In other words, as the Commonwealth Fund bloggers note, it is very important to examine the details of these kinds of situations to come to some clarity. One huge element in all this is the drive towards population health management and the creation of ACOs, whether in contracts with public or private payers. Not only are these kinds of programs changing incentives, they’re doing so through the use of data, analytics, and data-driven performance improvement at the care delivery and care management levels, where it really makes a difference.
As Hall and Zazza write, “Media attention on McAllen helped create an impetus for change—and encouraged researchers to dig deeper into the story. The evidence they uncovered helped identify opportunities to reduce costs and improve care. However, their analysis also shows that what worked for McAllen may not work for other areas, unless there are similar local forces at play.” And, they conclude, “Texas’ story suggests that policymakers should not use one segment of the population or geographic area to make decisions about how to control spending growth across the health care system. Rather, they should consider a variety of strategies, depending upon local conditions and population needs.
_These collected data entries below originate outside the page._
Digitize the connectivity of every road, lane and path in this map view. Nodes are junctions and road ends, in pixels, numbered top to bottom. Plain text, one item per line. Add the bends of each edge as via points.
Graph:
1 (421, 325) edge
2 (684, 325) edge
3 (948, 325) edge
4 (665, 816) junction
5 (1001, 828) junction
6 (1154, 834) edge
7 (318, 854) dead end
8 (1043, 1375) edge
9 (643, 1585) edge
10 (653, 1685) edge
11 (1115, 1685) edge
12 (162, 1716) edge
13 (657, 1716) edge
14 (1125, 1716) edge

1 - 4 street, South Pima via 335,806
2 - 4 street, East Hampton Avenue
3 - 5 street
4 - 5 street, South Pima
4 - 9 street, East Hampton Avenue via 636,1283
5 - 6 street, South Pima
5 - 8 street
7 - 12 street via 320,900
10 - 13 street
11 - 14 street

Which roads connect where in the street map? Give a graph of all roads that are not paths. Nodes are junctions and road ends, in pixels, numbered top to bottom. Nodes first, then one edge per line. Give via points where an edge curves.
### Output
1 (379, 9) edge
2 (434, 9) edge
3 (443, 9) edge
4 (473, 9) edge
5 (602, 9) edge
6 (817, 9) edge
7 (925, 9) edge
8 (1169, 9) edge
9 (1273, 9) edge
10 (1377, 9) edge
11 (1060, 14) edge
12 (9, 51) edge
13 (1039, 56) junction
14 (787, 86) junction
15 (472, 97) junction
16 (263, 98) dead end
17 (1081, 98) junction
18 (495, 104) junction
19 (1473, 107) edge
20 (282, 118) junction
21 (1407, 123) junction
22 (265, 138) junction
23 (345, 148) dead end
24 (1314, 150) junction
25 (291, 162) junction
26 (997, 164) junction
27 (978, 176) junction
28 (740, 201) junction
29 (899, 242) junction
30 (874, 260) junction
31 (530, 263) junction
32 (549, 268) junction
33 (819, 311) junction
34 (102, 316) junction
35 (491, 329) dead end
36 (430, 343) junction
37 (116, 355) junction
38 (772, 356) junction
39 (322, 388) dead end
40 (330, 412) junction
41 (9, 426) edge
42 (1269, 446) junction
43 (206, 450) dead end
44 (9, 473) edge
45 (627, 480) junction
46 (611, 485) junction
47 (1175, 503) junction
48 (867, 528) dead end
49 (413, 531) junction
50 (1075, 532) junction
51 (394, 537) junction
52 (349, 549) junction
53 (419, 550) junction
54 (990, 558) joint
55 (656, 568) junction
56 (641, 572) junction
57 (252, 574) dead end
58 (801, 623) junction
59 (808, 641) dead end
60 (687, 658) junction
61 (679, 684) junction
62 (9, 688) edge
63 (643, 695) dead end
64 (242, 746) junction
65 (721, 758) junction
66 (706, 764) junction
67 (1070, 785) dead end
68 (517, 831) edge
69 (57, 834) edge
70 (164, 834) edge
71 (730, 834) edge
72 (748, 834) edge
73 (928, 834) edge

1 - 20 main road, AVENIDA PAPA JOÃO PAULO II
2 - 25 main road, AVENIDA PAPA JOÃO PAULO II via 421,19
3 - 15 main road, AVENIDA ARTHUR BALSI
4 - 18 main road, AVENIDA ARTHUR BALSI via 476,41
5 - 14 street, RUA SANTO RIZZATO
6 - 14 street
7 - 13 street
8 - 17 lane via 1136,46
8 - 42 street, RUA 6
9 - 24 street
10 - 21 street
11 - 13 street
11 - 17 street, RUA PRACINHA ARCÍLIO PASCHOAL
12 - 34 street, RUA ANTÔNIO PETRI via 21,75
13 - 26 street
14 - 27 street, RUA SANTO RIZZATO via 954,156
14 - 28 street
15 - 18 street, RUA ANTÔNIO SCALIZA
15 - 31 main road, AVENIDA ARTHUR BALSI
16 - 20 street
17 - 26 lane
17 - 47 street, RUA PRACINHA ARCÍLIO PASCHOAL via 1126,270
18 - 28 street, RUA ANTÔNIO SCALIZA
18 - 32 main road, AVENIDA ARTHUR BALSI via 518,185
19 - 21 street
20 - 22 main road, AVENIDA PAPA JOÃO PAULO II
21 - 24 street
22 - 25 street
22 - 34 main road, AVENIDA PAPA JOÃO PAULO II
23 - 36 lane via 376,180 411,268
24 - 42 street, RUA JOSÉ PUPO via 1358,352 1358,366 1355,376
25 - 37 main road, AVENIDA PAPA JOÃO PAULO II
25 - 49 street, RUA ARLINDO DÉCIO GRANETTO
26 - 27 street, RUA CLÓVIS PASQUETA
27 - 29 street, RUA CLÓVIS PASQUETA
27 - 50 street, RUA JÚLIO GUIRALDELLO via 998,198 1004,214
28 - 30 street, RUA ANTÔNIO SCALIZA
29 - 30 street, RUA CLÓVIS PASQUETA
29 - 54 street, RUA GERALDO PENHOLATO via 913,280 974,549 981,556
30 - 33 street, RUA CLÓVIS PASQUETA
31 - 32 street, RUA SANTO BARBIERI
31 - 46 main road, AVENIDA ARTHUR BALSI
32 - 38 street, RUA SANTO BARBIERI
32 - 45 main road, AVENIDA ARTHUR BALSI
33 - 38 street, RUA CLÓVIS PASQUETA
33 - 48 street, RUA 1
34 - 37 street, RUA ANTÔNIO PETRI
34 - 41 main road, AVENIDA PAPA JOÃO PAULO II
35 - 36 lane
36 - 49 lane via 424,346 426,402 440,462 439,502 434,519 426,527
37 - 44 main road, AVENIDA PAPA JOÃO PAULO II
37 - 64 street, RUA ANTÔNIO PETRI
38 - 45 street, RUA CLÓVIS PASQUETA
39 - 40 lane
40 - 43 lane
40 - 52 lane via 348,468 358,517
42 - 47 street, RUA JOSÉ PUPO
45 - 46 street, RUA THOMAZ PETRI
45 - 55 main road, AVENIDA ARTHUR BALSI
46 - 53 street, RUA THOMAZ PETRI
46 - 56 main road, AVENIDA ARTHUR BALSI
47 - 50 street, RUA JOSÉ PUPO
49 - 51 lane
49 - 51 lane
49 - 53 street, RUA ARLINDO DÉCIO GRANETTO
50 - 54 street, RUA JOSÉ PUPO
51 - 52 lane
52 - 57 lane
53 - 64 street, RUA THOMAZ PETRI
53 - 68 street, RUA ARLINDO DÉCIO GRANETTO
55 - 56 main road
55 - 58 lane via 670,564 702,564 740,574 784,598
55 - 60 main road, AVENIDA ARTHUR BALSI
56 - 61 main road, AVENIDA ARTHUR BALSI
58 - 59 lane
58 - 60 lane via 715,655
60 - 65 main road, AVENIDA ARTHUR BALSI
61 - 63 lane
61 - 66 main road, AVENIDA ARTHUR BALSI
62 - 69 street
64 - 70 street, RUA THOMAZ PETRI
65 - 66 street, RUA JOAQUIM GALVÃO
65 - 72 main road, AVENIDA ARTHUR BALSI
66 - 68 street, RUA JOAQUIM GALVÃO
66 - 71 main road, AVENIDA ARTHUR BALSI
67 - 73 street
Meanwhile, as Dr. Gawande notes in the new New Yorker article that Hall and Zezza reference in their blog, “McAllen, in large part because of changes led by primary-care doctors, has gone from a cautionary tale to something more hopeful. Nationwide, the picture is changing almost as fast. Just five years after the passage of health-care reform, twenty per cent of Medicare payments are being made to physicians who have enrolled in alternative-payment programs, whether through accountable-care organizations like those in McAllen or by accepting Walmart-like packaged-price care—known as bundled payment—for spine surgery, joint surgery, and other high-cost procedures,” he notes. “ If government targets are met, these numbers will reach thirty per cent of Medicare payments by 2016. A growing number of businesses are also extending the centers-of-excellence approach to their employees, including Boeing, Kohl’s, Lowe’s, and PepsiCo. And a nonprofit in California, the Pacific Business Group on Health, now offers to provide a similar network to any health-care purchaser in the country.” In other words, real progress is being made. With the right supports in the form of data analytics, strong IT tools, optimized care management and population health management strategies, and steadily improving collaboration between payers and providers, the lessons of McAllen could prove to be fertile and rich for all of U.S. healthcare.